Work required:
Reproduce all of the data exactly, with no line skipped.

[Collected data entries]
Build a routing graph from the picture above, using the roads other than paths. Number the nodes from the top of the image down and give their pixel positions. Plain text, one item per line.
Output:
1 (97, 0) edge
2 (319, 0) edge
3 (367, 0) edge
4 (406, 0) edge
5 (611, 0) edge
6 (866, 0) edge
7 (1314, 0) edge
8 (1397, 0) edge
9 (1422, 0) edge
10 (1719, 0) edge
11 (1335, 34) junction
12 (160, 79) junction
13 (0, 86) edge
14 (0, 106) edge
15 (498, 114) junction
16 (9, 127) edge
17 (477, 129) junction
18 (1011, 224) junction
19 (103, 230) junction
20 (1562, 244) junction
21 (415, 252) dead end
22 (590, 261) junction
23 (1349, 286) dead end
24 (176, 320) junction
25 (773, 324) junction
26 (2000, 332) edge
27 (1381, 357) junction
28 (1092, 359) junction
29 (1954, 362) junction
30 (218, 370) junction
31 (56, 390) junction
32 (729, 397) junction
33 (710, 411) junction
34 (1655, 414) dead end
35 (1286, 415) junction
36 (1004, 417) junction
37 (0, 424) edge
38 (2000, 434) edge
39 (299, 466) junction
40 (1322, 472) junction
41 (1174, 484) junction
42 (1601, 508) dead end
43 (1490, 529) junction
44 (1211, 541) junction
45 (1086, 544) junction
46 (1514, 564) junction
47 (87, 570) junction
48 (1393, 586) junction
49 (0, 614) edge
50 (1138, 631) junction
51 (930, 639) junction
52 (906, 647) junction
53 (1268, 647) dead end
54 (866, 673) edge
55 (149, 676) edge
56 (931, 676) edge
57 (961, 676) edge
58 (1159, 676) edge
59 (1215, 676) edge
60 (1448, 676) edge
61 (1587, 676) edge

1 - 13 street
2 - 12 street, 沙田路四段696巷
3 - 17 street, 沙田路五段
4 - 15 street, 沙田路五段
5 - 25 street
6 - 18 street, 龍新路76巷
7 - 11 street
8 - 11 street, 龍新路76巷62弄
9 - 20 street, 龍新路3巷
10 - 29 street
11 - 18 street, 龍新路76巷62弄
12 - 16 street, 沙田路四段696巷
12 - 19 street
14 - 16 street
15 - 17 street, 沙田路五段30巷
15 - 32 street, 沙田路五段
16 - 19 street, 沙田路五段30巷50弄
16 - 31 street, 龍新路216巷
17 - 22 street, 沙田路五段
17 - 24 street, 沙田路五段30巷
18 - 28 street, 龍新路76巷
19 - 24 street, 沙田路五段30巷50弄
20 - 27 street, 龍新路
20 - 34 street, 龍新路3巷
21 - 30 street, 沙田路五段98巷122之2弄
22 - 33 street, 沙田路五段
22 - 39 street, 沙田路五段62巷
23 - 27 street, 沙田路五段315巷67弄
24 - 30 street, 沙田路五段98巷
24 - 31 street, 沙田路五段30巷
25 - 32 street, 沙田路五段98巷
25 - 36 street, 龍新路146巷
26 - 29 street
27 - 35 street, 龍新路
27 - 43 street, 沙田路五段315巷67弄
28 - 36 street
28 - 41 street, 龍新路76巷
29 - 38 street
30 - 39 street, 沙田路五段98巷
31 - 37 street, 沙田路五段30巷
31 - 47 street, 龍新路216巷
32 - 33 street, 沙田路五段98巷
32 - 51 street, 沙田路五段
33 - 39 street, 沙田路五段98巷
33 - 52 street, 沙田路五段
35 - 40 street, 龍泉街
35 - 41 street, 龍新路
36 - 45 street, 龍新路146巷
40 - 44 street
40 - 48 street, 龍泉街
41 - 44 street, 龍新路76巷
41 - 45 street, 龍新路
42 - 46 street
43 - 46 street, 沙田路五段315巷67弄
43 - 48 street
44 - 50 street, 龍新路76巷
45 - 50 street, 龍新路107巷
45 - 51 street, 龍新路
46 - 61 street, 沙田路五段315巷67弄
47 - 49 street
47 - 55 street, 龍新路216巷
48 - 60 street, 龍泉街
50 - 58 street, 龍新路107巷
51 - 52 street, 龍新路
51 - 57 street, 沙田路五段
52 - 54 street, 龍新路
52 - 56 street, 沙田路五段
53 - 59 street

Exercise answer:
Build a routing graph from the picture above, using the roads other than paths. Number the nodes from the top of the image down and give their pixel positions. Plain text, one item per line.
Output:
1 (97, 0) edge
2 (319, 0) edge
3 (367, 0) edge
4 (406, 0) edge
5 (611, 0) edge
6 (866, 0) edge
7 (1314, 0) edge
8 (1397, 0) edge
9 (1422, 0) edge
10 (1719, 0) edge
11 (1335, 34) junction
12 (160, 79) junction
13 (0, 86) edge
14 (0, 106) edge
15 (498, 114) junction
16 (9, 127) edge
17 (477, 129) junction
18 (1011, 224) junction
19 (103, 230) junction
20 (1562, 244) junction
21 (415, 252) dead end
22 (590, 261) junction
23 (1349, 286) dead end
24 (176, 320) junction
25 (773, 324) junction
26 (2000, 332) edge
27 (1381, 357) junction
28 (1092, 359) junction
29 (1954, 362) junction
30 (218, 370) junction
31 (56, 390) junction
32 (729, 397) junction
33 (710, 411) junction
34 (1655, 414) dead end
35 (1286, 415) junction
36 (1004, 417) junction
37 (0, 424) edge
38 (2000, 434) edge
39 (299, 466) junction
40 (1322, 472) junction
41 (1174, 484) junction
42 (1601, 508) dead end
43 (1490, 529) junction
44 (1211, 541) junction
45 (1086, 544) junction
46 (1514, 564) junction
47 (87, 570) junction
48 (1393, 586) junction
49 (0, 614) edge
50 (1138, 631) junction
51 (930, 639) junction
52 (906, 647) junction
53 (1268, 647) dead end
54 (866, 673) edge
55 (149, 676) edge
56 (931, 676) edge
57 (961, 676) edge
58 (1159, 676) edge
59 (1215, 676) edge
60 (1448, 676) edge
61 (1587, 676) edge

1 - 13 street
2 - 12 street, 沙田路四段696巷
3 - 17 street, 沙田路五段
4 - 15 street, 沙田路五段
5 - 25 street
6 - 18 street, 龍新路76巷
7 - 11 street
8 - 11 street, 龍新路76巷62弄
9 - 20 street, 龍新路3巷
10 - 29 street
11 - 18 street, 龍新路76巷62弄
12 - 16 street, 沙田路四段696巷
12 - 19 street
14 - 16 street
15 - 17 street, 沙田路五段30巷
15 - 32 street, 沙田路五段
16 - 19 street, 沙田路五段30巷50弄
16 - 31 street, 龍新路216巷
17 - 22 street, 沙田路五段
17 - 24 street, 沙田路五段30巷
18 - 28 street, 龍新路76巷
19 - 24 street, 沙田路五段30巷50弄
20 - 27 street, 龍新路
20 - 34 street, 龍新路3巷
21 - 30 street, 沙田路五段98巷122之2弄
22 - 33 street, 沙田路五段
22 - 39 street, 沙田路五段62巷
23 - 27 street, 沙田路五段315巷67弄
24 - 30 street, 沙田路五段98巷
24 - 31 street, 沙田路五段30巷
25 - 32 street, 沙田路五段98巷
25 - 36 street, 龍新路146巷
26 - 29 street
27 - 35 street, 龍新路
27 - 43 street, 沙田路五段315巷67弄
28 - 36 street
28 - 41 street, 龍新路76巷
29 - 38 street
30 - 39 street, 沙田路五段98巷
31 - 37 street, 沙田路五段30巷
31 - 47 street, 龍新路216巷
32 - 33 street, 沙田路五段98巷
32 - 51 street, 沙田路五段
33 - 39 street, 沙田路五段98巷
33 - 52 street, 沙田路五段
35 - 40 street, 龍泉街
35 - 41 street, 龍新路
36 - 45 street, 龍新路146巷
40 - 44 street
40 - 48 street, 龍泉街
41 - 44 street, 龍新路76巷
41 - 45 street, 龍新路
42 - 46 street
43 - 46 street, 沙田路五段315巷67弄
43 - 48 street
44 - 50 street, 龍新路76巷
45 - 50 street, 龍新路107巷
45 - 51 street, 龍新路
46 - 61 street, 沙田路五段315巷67弄
47 - 49 street
47 - 55 street, 龍新路216巷
48 - 60 street, 龍泉街
50 - 58 street, 龍新路107巷
51 - 52 street, 龍新路
51 - 57 street, 沙田路五段
52 - 54 street, 龍新路
52 - 56 street, 沙田路五段
53 - 59 street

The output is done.